● **What you should do**
Every line of the entries below from the one containing "cr.move_to(655, 604)" to the one containing "cr.move_to(708, 712)", both ends included, must be written out exactly. No other line belongs in the answer.

___ Records supplied ___

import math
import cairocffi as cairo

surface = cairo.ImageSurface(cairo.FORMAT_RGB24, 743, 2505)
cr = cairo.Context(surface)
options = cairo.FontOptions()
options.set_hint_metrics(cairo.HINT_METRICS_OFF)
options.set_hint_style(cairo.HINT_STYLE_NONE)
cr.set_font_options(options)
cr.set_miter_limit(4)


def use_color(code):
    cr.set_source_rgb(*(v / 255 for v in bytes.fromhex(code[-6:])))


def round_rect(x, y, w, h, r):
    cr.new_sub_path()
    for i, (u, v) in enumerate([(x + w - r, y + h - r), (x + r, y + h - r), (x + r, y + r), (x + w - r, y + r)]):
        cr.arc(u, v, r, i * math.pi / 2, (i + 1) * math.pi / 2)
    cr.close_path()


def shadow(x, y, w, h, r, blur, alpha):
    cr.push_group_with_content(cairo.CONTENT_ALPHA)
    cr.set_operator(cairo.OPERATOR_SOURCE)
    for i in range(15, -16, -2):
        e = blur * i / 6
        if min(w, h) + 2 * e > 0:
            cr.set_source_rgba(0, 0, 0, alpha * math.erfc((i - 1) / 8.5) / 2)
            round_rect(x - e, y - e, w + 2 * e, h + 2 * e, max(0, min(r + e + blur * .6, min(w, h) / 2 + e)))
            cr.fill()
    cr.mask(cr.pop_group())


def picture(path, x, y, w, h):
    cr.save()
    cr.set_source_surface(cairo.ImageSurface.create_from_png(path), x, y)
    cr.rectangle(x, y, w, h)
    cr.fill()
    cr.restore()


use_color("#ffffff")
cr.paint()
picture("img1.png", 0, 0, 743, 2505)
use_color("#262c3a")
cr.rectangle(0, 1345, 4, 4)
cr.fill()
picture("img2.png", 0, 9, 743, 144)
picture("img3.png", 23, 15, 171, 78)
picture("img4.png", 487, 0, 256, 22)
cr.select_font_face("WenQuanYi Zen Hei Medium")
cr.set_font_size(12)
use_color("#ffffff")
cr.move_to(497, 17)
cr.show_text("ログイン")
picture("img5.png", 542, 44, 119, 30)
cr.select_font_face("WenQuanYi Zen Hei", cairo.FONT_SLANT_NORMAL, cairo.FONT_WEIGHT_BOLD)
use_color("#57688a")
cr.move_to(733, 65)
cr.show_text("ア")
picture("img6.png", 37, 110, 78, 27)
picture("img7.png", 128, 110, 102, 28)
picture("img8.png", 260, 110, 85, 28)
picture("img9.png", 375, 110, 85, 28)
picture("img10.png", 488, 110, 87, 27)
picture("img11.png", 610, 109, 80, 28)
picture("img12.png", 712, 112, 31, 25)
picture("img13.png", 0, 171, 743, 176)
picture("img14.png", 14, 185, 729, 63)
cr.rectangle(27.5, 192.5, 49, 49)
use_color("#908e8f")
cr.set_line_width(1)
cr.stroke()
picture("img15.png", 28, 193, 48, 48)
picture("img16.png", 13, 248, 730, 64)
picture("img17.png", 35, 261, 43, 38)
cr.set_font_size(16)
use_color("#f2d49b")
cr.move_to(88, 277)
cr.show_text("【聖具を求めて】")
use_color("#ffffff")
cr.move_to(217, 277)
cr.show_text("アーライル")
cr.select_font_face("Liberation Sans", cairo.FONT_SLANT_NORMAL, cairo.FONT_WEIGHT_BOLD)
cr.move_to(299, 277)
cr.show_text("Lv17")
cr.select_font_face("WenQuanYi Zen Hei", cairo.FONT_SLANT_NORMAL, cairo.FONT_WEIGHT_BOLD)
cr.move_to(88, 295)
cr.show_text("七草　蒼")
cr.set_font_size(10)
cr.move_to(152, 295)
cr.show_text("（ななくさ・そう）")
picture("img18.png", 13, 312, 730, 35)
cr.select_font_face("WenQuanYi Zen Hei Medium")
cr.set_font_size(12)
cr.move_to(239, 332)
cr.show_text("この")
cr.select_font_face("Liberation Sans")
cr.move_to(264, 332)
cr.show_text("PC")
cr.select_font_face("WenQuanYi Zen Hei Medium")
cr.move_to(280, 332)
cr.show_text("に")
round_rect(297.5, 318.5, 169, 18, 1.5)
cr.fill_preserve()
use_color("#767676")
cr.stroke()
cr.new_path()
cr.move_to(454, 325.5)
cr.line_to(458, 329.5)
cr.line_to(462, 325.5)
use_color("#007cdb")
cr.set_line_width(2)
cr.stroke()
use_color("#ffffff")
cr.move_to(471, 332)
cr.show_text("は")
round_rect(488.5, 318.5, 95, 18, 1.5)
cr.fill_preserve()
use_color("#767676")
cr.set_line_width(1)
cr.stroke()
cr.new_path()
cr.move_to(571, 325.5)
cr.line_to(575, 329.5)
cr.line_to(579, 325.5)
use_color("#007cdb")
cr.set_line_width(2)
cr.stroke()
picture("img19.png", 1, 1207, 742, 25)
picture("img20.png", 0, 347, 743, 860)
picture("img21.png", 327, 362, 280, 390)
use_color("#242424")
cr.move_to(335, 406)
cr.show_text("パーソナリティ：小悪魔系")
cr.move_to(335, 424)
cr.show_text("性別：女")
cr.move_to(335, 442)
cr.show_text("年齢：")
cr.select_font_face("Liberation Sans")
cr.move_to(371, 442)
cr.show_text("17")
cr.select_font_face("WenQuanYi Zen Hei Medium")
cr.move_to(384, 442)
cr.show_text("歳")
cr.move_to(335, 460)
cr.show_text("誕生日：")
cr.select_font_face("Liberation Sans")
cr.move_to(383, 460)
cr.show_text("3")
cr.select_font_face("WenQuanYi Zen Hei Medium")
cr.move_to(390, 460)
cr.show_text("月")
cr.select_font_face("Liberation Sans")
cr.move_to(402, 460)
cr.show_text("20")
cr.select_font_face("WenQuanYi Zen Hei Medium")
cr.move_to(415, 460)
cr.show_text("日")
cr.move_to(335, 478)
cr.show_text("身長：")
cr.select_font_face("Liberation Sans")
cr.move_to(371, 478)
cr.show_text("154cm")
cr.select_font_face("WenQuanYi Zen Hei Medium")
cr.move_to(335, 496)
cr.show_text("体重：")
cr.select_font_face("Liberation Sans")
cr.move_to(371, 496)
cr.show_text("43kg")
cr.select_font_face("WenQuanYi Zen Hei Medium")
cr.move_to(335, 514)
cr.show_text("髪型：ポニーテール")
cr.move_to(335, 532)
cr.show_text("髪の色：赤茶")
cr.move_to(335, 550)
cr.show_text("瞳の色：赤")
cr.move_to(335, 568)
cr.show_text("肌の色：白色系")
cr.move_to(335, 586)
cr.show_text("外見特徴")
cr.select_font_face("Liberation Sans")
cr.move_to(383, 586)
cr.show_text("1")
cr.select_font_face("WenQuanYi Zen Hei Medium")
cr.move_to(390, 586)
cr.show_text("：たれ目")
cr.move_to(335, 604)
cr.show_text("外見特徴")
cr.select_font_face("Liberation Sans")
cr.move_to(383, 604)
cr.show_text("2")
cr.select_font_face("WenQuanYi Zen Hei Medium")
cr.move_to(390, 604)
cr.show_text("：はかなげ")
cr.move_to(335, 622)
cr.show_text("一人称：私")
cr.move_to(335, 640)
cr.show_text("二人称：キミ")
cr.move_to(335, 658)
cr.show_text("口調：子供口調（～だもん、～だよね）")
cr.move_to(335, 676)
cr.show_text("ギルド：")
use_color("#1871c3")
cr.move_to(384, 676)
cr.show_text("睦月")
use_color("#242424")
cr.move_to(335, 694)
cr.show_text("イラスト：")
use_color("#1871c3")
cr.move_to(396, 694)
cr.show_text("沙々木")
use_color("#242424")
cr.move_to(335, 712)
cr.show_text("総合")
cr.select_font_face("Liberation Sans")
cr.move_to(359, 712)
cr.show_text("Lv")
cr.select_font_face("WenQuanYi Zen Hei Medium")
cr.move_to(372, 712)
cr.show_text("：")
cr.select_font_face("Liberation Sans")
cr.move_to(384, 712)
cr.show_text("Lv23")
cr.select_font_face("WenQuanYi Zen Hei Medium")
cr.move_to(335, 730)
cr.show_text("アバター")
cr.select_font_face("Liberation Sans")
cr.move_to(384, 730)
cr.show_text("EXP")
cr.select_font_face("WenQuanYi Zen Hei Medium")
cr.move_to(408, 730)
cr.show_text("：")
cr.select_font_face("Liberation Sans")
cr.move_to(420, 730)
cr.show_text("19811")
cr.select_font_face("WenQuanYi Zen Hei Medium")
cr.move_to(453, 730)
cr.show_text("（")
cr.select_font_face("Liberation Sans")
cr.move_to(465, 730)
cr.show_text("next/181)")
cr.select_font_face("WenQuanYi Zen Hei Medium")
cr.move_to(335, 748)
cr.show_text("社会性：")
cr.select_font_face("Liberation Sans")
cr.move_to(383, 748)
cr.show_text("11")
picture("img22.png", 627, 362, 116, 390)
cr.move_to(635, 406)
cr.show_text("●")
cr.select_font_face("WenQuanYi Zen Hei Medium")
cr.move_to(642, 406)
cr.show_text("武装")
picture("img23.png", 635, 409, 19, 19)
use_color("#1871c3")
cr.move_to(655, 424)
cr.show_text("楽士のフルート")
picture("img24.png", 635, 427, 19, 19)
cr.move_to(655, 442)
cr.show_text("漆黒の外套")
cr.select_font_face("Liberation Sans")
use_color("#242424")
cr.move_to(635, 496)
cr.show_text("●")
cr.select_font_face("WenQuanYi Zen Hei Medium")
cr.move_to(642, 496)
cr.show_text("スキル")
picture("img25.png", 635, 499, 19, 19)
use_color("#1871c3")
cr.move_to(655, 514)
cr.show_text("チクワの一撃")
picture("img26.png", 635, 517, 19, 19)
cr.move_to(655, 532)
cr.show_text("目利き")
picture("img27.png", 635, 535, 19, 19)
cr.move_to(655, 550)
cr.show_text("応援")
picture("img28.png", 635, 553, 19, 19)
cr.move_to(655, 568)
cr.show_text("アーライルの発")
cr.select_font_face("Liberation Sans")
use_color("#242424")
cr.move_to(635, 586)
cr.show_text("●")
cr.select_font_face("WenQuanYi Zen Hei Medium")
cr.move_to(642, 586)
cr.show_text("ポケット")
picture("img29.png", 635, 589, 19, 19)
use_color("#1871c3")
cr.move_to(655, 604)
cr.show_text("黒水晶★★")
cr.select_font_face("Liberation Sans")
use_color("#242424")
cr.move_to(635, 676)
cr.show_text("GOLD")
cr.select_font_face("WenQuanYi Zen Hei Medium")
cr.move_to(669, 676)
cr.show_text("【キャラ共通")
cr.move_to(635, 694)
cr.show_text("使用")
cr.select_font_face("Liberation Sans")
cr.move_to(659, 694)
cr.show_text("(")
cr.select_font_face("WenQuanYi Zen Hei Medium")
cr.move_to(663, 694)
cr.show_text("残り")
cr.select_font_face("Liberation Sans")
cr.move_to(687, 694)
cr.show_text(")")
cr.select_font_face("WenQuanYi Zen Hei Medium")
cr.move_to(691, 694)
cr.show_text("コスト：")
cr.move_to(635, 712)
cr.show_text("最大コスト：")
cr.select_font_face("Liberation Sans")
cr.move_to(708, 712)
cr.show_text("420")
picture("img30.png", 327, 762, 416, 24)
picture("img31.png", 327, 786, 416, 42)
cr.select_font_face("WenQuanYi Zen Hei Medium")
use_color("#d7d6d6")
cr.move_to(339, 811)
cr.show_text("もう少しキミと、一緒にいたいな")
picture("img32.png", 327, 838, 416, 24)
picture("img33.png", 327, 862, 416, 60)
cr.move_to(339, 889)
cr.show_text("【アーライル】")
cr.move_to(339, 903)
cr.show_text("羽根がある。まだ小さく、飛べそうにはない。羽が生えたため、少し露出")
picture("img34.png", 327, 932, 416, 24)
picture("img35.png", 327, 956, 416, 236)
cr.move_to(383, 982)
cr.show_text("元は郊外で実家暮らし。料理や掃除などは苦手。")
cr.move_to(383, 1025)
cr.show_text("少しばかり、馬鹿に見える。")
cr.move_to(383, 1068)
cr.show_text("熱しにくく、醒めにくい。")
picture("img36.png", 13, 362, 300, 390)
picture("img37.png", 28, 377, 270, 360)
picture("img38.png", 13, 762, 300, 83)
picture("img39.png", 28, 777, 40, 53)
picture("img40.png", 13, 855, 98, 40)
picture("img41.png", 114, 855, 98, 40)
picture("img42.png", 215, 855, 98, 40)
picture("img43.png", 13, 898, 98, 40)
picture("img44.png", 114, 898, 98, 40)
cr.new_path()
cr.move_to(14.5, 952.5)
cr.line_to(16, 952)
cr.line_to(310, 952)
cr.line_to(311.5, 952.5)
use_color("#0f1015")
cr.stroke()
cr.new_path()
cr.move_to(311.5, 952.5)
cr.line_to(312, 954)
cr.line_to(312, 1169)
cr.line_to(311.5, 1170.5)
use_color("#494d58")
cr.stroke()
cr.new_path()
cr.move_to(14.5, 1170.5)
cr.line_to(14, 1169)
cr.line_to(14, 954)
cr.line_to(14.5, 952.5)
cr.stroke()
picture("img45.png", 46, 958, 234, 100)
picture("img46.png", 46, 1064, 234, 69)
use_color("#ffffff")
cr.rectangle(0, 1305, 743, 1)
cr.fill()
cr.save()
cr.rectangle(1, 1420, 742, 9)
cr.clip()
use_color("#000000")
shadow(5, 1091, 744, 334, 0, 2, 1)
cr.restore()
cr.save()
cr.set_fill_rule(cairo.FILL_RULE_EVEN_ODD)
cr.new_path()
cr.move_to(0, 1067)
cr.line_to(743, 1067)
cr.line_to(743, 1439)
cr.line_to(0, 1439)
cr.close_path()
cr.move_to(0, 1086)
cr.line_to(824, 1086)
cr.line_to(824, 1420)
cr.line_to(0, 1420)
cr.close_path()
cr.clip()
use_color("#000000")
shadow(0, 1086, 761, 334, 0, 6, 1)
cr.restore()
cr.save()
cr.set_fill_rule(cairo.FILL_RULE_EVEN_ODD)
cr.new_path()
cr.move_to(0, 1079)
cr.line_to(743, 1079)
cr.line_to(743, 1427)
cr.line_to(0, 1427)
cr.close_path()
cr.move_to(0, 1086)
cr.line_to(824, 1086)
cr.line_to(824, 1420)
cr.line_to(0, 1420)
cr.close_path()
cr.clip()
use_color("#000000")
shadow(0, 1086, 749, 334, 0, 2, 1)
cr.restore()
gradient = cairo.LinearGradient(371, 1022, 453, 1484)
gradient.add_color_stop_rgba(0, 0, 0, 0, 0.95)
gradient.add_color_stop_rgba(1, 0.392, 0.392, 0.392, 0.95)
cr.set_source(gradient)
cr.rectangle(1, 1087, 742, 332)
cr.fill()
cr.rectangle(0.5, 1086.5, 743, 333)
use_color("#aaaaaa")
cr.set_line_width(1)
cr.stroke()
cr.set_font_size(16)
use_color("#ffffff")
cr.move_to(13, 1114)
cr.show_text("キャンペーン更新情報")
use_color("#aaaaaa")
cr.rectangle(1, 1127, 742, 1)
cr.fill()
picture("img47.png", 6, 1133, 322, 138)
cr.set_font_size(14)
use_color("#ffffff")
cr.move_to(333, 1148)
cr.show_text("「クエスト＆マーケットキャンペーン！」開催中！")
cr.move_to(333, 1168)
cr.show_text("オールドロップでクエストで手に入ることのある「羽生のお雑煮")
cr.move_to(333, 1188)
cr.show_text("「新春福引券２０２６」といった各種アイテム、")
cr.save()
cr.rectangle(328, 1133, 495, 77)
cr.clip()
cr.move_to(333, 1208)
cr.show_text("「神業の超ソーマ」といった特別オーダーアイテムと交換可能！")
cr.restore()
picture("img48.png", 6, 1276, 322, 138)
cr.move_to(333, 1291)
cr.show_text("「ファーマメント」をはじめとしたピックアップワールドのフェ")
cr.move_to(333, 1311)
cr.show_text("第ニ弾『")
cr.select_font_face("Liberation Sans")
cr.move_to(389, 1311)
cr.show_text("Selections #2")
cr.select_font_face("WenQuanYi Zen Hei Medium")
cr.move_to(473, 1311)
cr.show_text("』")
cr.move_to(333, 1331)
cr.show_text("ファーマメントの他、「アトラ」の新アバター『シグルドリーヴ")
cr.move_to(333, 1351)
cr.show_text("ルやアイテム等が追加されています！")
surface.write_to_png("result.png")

___

● **Final answer**
cr.move_to(655, 604)
cr.show_text("黒水晶★★")
cr.select_font_face("Liberation Sans")
use_color("#242424")
cr.move_to(635, 676)
cr.show_text("GOLD")
cr.select_font_face("WenQuanYi Zen Hei Medium")
cr.move_to(669, 676)
cr.show_text("【キャラ共通")
cr.move_to(635, 694)
cr.show_text("使用")
cr.select_font_face("Liberation Sans")
cr.move_to(659, 694)
cr.show_text("(")
cr.select_font_face("WenQuanYi Zen Hei Medium")
cr.move_to(663, 694)
cr.show_text("残り")
cr.select_font_face("Liberation Sans")
cr.move_to(687, 694)
cr.show_text(")")
cr.select_font_face("WenQuanYi Zen Hei Medium")
cr.move_to(691, 694)
cr.show_text("コスト：")
cr.move_to(635, 712)
cr.show_text("最大コスト：")
cr.select_font_face("Liberation Sans")
cr.move_to(708, 712)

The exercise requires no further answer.